* The problem *
Go through the material below and copy each line exactly.

* Data records *
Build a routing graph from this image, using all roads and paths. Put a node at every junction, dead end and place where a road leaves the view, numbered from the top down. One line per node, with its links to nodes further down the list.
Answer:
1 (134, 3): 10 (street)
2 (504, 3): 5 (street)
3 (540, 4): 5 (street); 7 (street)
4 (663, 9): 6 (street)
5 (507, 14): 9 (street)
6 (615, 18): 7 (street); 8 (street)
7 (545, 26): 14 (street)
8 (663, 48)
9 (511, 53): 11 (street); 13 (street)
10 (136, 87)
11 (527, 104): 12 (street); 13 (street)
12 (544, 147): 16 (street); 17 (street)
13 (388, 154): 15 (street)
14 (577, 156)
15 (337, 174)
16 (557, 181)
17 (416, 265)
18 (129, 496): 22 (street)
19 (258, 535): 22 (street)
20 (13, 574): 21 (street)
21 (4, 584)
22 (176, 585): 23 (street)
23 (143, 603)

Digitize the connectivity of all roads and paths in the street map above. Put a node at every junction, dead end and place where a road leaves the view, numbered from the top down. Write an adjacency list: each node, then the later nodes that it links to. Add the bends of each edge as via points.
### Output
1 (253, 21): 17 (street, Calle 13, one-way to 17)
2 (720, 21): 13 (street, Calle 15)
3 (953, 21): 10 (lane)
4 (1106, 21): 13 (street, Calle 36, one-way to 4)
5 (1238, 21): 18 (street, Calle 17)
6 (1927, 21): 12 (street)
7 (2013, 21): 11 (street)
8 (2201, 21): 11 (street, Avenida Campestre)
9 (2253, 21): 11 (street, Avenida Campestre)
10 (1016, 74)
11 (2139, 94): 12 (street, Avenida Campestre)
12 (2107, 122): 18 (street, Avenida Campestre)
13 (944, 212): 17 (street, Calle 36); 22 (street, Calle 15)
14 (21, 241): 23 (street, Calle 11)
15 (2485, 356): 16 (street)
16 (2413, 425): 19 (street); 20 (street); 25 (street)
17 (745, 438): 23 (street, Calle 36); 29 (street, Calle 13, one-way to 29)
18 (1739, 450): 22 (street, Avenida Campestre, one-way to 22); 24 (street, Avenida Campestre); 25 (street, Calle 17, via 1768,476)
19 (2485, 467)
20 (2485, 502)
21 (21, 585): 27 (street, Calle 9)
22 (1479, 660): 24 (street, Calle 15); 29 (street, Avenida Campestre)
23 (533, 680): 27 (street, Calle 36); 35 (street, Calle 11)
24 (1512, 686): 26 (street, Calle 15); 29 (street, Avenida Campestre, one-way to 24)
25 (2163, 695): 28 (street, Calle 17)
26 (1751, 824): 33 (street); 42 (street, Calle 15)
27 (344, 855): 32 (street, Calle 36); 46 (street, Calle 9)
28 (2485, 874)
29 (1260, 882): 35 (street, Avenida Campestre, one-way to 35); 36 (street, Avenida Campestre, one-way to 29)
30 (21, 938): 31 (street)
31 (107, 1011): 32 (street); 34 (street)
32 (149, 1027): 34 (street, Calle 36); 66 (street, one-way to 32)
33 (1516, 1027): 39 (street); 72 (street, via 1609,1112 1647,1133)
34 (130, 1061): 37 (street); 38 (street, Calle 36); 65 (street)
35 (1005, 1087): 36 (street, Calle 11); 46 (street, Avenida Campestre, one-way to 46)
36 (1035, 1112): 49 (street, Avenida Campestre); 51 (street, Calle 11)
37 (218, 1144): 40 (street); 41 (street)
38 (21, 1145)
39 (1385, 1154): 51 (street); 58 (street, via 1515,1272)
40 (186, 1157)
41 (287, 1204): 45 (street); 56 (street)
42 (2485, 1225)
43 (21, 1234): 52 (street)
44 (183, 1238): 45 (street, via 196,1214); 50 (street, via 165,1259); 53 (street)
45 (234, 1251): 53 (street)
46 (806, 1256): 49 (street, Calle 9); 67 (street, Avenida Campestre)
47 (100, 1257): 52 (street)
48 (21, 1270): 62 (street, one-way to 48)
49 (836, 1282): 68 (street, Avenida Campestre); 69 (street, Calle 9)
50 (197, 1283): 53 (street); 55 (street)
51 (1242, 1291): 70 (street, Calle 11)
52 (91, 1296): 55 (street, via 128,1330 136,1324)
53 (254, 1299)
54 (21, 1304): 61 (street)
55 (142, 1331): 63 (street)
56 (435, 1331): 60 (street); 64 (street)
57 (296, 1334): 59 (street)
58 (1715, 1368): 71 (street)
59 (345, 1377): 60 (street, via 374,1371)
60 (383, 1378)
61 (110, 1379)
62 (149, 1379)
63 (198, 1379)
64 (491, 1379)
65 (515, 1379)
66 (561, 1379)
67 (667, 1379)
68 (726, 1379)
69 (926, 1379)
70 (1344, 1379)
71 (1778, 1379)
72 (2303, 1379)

* Result below *
Build a routing graph from this image, using all roads and paths. Put a node at every junction, dead end and place where a road leaves the view, numbered from the top down. One line per node, with its links to nodes further down the list.
Answer:
1 (134, 3): 10 (street)
2 (504, 3): 5 (street)
3 (540, 4): 5 (street); 7 (street)
4 (663, 9): 6 (street)
5 (507, 14): 9 (street)
6 (615, 18): 7 (street); 8 (street)
7 (545, 26): 14 (street)
8 (663, 48)
9 (511, 53): 11 (street); 13 (street)
10 (136, 87)
11 (527, 104): 12 (street); 13 (street)
12 (544, 147): 16 (street); 17 (street)
13 (388, 154): 15 (street)
14 (577, 156)
15 (337, 174)
16 (557, 181)
17 (416, 265)
18 (129, 496): 22 (street)
19 (258, 535): 22 (street)
20 (13, 574): 21 (street)
21 (4, 584)
22 (176, 585): 23 (street)
23 (143, 603)

Digitize the connectivity of all roads and paths in the street map above. Put a node at every junction, dead end and place where a road leaves the view, numbered from the top down. Write an adjacency list: each node, then the later nodes that it links to. Add the bends of each edge as via points.
### Output
1 (253, 21): 17 (street, Calle 13, one-way to 17)
2 (720, 21): 13 (street, Calle 15)
3 (953, 21): 10 (lane)
4 (1106, 21): 13 (street, Calle 36, one-way to 4)
5 (1238, 21): 18 (street, Calle 17)
6 (1927, 21): 12 (street)
7 (2013, 21): 11 (street)
8 (2201, 21): 11 (street, Avenida Campestre)
9 (2253, 21): 11 (street, Avenida Campestre)
10 (1016, 74)
11 (2139, 94): 12 (street, Avenida Campestre)
12 (2107, 122): 18 (street, Avenida Campestre)
13 (944, 212): 17 (street, Calle 36); 22 (street, Calle 15)
14 (21, 241): 23 (street, Calle 11)
15 (2485, 356): 16 (street)
16 (2413, 425): 19 (street); 20 (street); 25 (street)
17 (745, 438): 23 (street, Calle 36); 29 (street, Calle 13, one-way to 29)
18 (1739, 450): 22 (street, Avenida Campestre, one-way to 22); 24 (street, Avenida Campestre); 25 (street, Calle 17, via 1768,476)
19 (2485, 467)
20 (2485, 502)
21 (21, 585): 27 (street, Calle 9)
22 (1479, 660): 24 (street, Calle 15); 29 (street, Avenida Campestre)
23 (533, 680): 27 (street, Calle 36); 35 (street, Calle 11)
24 (1512, 686): 26 (street, Calle 15); 29 (street, Avenida Campestre, one-way to 24)
25 (2163, 695): 28 (street, Calle 17)
26 (1751, 824): 33 (street); 42 (street, Calle 15)
27 (344, 855): 32 (street, Calle 36); 46 (street, Calle 9)
28 (2485, 874)
29 (1260, 882): 35 (street, Avenida Campestre, one-way to 35); 36 (street, Avenida Campestre, one-way to 29)
30 (21, 938): 31 (street)
31 (107, 1011): 32 (street); 34 (street)
32 (149, 1027): 34 (street, Calle 36); 66 (street, one-way to 32)
33 (1516, 1027): 39 (street); 72 (street, via 1609,1112 1647,1133)
34 (130, 1061): 37 (street); 38 (street, Calle 36); 65 (street)
35 (1005, 1087): 36 (street, Calle 11); 46 (street, Avenida Campestre, one-way to 46)
36 (1035, 1112): 49 (street, Avenida Campestre); 51 (street, Calle 11)
37 (218, 1144): 40 (street); 41 (street)
38 (21, 1145)
39 (1385, 1154): 51 (street); 58 (street, via 1515,1272)
40 (186, 1157)
41 (287, 1204): 45 (street); 56 (street)
42 (2485, 1225)
43 (21, 1234): 52 (street)
44 (183, 1238): 45 (street, via 196,1214); 50 (street, via 165,1259); 53 (street)
45 (234, 1251): 53 (street)
46 (806, 1256): 49 (street, Calle 9); 67 (street, Avenida Campestre)
47 (100, 1257): 52 (street)
48 (21, 1270): 62 (street, one-way to 48)
49 (836, 1282): 68 (street, Avenida Campestre); 69 (street, Calle 9)
50 (197, 1283): 53 (street); 55 (street)
51 (1242, 1291): 70 (street, Calle 11)
52 (91, 1296): 55 (street, via 128,1330 136,1324)
53 (254, 1299)
54 (21, 1304): 61 (street)
55 (142, 1331): 63 (street)
56 (435, 1331): 60 (street); 64 (street)
57 (296, 1334): 59 (street)
58 (1715, 1368): 71 (street)
59 (345, 1377): 60 (street, via 374,1371)
60 (383, 1378)
61 (110, 1379)
62 (149, 1379)
63 (198, 1379)
64 (491, 1379)
65 (515, 1379)
66 (561, 1379)
67 (667, 1379)
68 (726, 1379)
69 (926, 1379)
70 (1344, 1379)
71 (1778, 1379)
72 (2303, 1379)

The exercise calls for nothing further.